Comedian George Carlin once posed the question, "What exactly do dogs do on vacation?"
A fair question for our times, as the role of the canine as a work animal is all but outmoded. Large scale farming and ranching and the reduction of hunting to mere sport have deprived the poor canine of a way to earn his daily bread. And while the contemporary dog may find purpose as a seeing-eye dog, a drug sniffer, or in the occasional feature film, most must remain content as members of a proud leisure class. Fortunately for the dog, its use as a pet has skyrocketed over the last century, to the point that more people have dogs than have children. Doggie welfare is not in the works.
A Material Pooch
While traditionally the dog was viewed as servant and the owner as master, it is finding new status on par with that of its benefactor. No longer the loyal servant, the dog is enjoying a new egalitarianism in the pet world - the notion that pets are people too. And while few pet owners would confess to holding such a belief, the very language used to describe the care and treatment of our pets signals a change in perspective.

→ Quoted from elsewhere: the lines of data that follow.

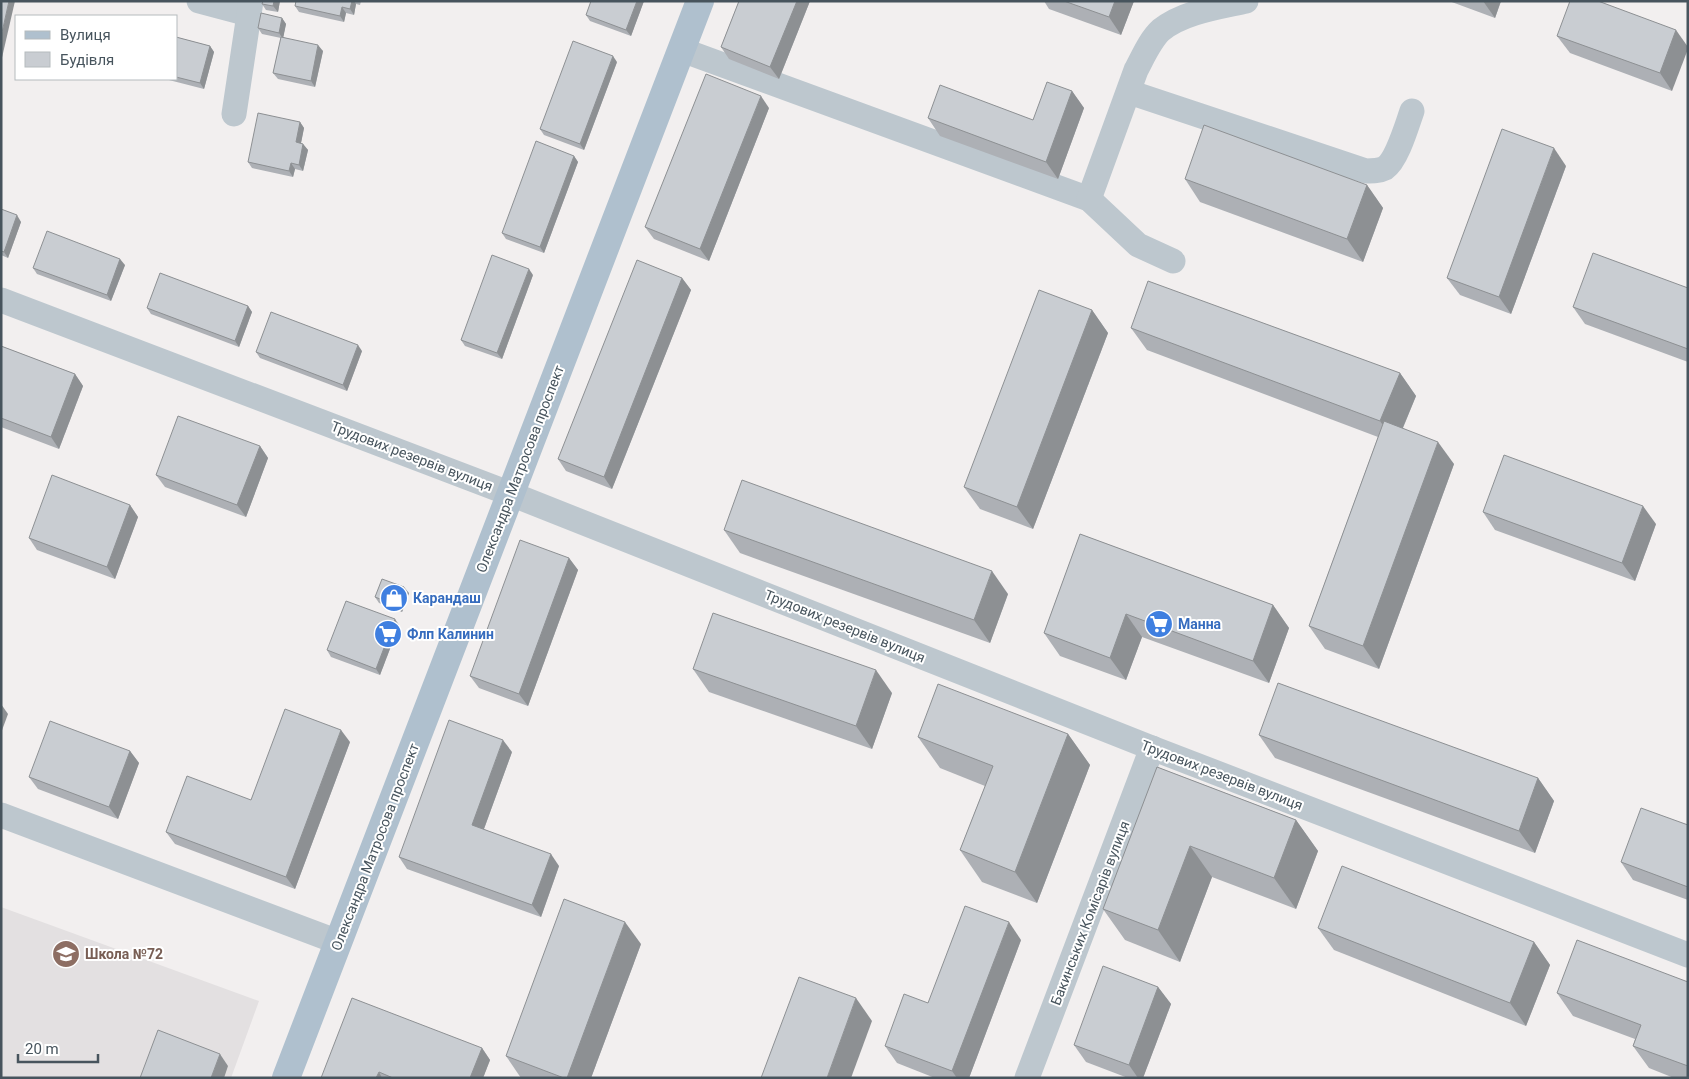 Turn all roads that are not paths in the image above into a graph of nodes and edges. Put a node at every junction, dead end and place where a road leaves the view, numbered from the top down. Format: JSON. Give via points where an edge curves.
{"nodes":[{"id":1,"x":199,"y":1,"type":"edge"},
{"id":2,"x":700,"y":1,"type":"edge"},
{"id":3,"x":1246,"y":1,"type":"edge"},
{"id":4,"x":249,"y":8,"type":"edge"},
{"id":5,"x":682,"y":50,"type":"junction"},
{"id":6,"x":1129,"y":92,"type":"junction"},
{"id":7,"x":1412,"y":111,"type":"dead end"},
{"id":8,"x":234,"y":114,"type":"dead end"},
{"id":9,"x":1089,"y":199,"type":"junction"},
{"id":10,"x":1173,"y":262,"type":"dead end"},
{"id":11,"x":1,"y":300,"type":"edge"},
{"id":12,"x":511,"y":494,"type":"junction"},
{"id":13,"x":1152,"y":748,"type":"junction"},
{"id":14,"x":1,"y":816,"type":"edge"},
{"id":15,"x":338,"y":942,"type":"junction"},
{"id":16,"x":1688,"y":955,"type":"edge"},
{"id":17,"x":286,"y":1078,"type":"edge"},
{"id":18,"x":1027,"y":1078,"type":"edge"}],
"edges":[{"from":1,"to":4,"type":"street"},
{"from":2,"to":5,"type":"main road","name":"Олександра Матросова проспект"},
{"from":3,"to":6,"type":"street","via":[[1177,20],[1160,31],[1146,50]]},
{"from":4,"to":8,"type":"street"},
{"from":5,"to":9,"type":"street"},
{"from":5,"to":12,"type":"main road","name":"Олександра Матросова проспект"},
{"from":6,"to":7,"type":"street","via":[[1366,171],[1387,167],[1394,158]]},
{"from":6,"to":9,"type":"street"},
{"from":9,"to":10,"type":"street","via":[[1138,245]]},
{"from":11,"to":12,"type":"street","name":"Трудових резервів вулиця"},
{"from":12,"to":13,"type":"street","name":"Трудових резервів вулиця"},
{"from":12,"to":15,"type":"main road","name":"Олександра Матросова проспект"},
{"from":13,"to":16,"type":"street","name":"Трудових резервів вулиця"},
{"from":13,"to":18,"type":"street","name":"Бакинських Комісарів вулиця"},
{"from":14,"to":15,"type":"street"},
{"from":15,"to":17,"type":"main road","name":"Олександра Матросова проспект"}]} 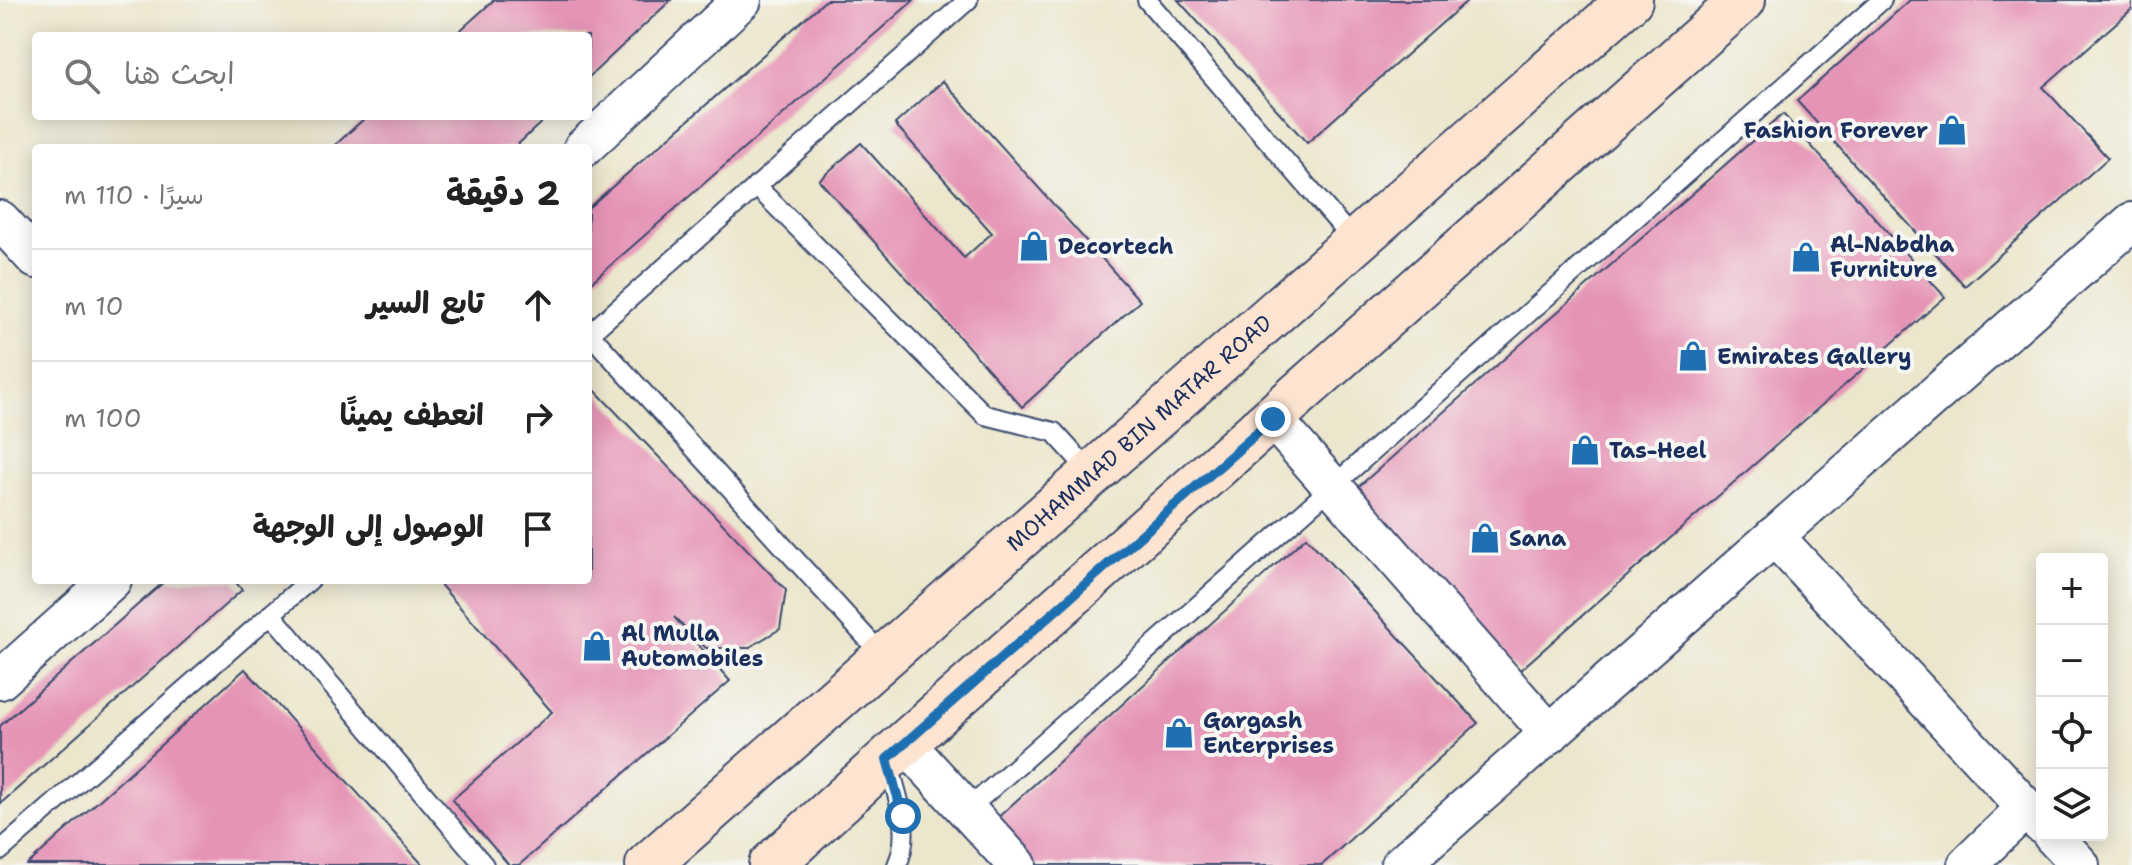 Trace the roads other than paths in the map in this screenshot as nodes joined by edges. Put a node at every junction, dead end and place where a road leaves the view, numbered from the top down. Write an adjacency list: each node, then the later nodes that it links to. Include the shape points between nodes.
1 (742, 0): 7 (street)
2 (968, 0): 8 (lane)
3 (1147, 0): 11 (lane)
4 (1630, 0): 11 (street, MOHAMMAD BIN MATAR ROAD)
5 (1743, 0): 15 (street)
6 (1882, 0): 17 (lane)
7 (587, 144)
8 (756, 186): 13 (lane); 16 (lane, via 985,415 1054,432)
9 (0, 220): 12 (street)
10 (2127, 235): 18 (street)
11 (1355, 242): 16 (street, MOHAMMAD BIN MATAR ROAD)
12 (32, 255)
13 (592, 331)
14 (592, 337): 22 (lane)
15 (1273, 419): 17 (street); 25 (street)
16 (1092, 474): 22 (street, MOHAMMAD BIN MATAR ROAD)
17 (1334, 488): 24 (street); 26 (lane)
18 (1774, 536): 24 (street); 27 (street)
19 (107, 584): 23 (street)
20 (305, 584): 21 (lane)
21 (271, 614): 30 (lane); 31 (lane)
22 (884, 657): 32 (street, MOHAMMAD BIN MATAR ROAD)
23 (4, 668)
24 (1550, 734): 36 (street)
25 (896, 751): 26 (street); 33 (street); 34 (lane, via 903,816)
26 (967, 810): 35 (street)
27 (2036, 819)
28 (2036, 825): 37 (street)
29 (2057, 841): 38 (street)
30 (0, 851)
31 (484, 865)
32 (648, 865)
33 (771, 865)
34 (897, 865)
35 (1017, 865)
36 (1400, 865)
37 (1967, 865)
38 (2080, 865)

A host of amenities once reserved for humans are finding a four-legged niche market. A common kennel will never do for Fluffy; she frequents nothing but the finest in pet hotels. She wouldn't dare trust her coat to any groomer. Quick, off to the doggie spa. Doggie delis, canine caterers, and get-fit doggie camps are springing up across the country. There is even a doggie design center in New York's garment district that features designer knock-offs for the pooch that has everything.
Dog foods and products are expanding to the point where they occupy more grocery store shelf space than baby food and formulas. Gone are the days of feeding dogs scraps and bones. Now there's Puppy Chow for every stage in a dog's development, dried food, wet food, chunky food, meaty food, dog cookies, dog buscuits, and other assorted snacks.
Freud for a Field Spaniel?
Neurotic Newfoundlands and depressed Dobermans are seeking solace with their local doggie psychologist. There is even help for them online. One site advertises the services of a pet psychologist with degrees in both education and psychology and whose methods consist of "Animal Behavioral Analysis, Pet Psychology, Lots of Love and Respect for Animals, Inter-Species Communication, Kindness and Understanding for all of life."
One regular feature reads, "Are you an Animal with Human Problems? See Dear Dr. PepperSauce!" Dr. PepperSauce is the good doctor's Persian Cat. She answers questions. The cat, that is.
But even in the mainstream media, there is a propensity to attribute an almost human level of complexity to the family pet. In March of 1994, McCall's ran an article entitled "What My Husband Could Learn From My Dog" in which the author writes, "He's loving. He's loyal. He's srong. He's cute. He's sensitive. He's well-bred, highly intelligent, down-to-earth, good-natured, attentive." The author was not describing her husband.
New York Times Magazine contributor Joseph Olshan wrote of his experience dogsitting, "I'm attracted to troubled souls and I promptly fell in love with Beo - short for Beowulf - because he had so many hints of affliction."
This trend towards elevating the dog to almost human status is ironic in that it is the fact that dogs are "less" than human that makes them such attractive companions. Their affection and obedience are pure, uncomplicated, and consistent, devoid of the complexities that complicate and therefore frustrate human relationships.
Bred to the Task
But what is the effect of all this pampering and coddling on the dog itself?
According to Peter Paris, Senior Director of Public Affairs for the ASPCA, such treatment can be beneficial: "What this does is it increases the depth of the relationship between animal and person."
Mr. Paris goes on to say that this type of anthropomorphization represents a positive movement away from thinking of dogs as mere property. A "positive reward relationship," while involving a lengthier training process, is preferable to one involving negative reinforcement.
As for committing a dog to a work task such as heavy hauling, Mr. Paris says that it is fine if the dog is bred for that task.
On the subject of pet psychologists, Mr. Paris is equally receptive. However, he claimed that the difference between an animal "psychologist" and an animal behaviorist or trainer is largely semantic. The techniques they employ do not differ significantly. The title is assumed to comfort the owner, as it suggests a perspective that values the emotional state of the dog, and not simply the behavioral result.
As for those who claim a psychic connection with dogs, Mr. Paris states, "That 's best left to the judgment of the individual."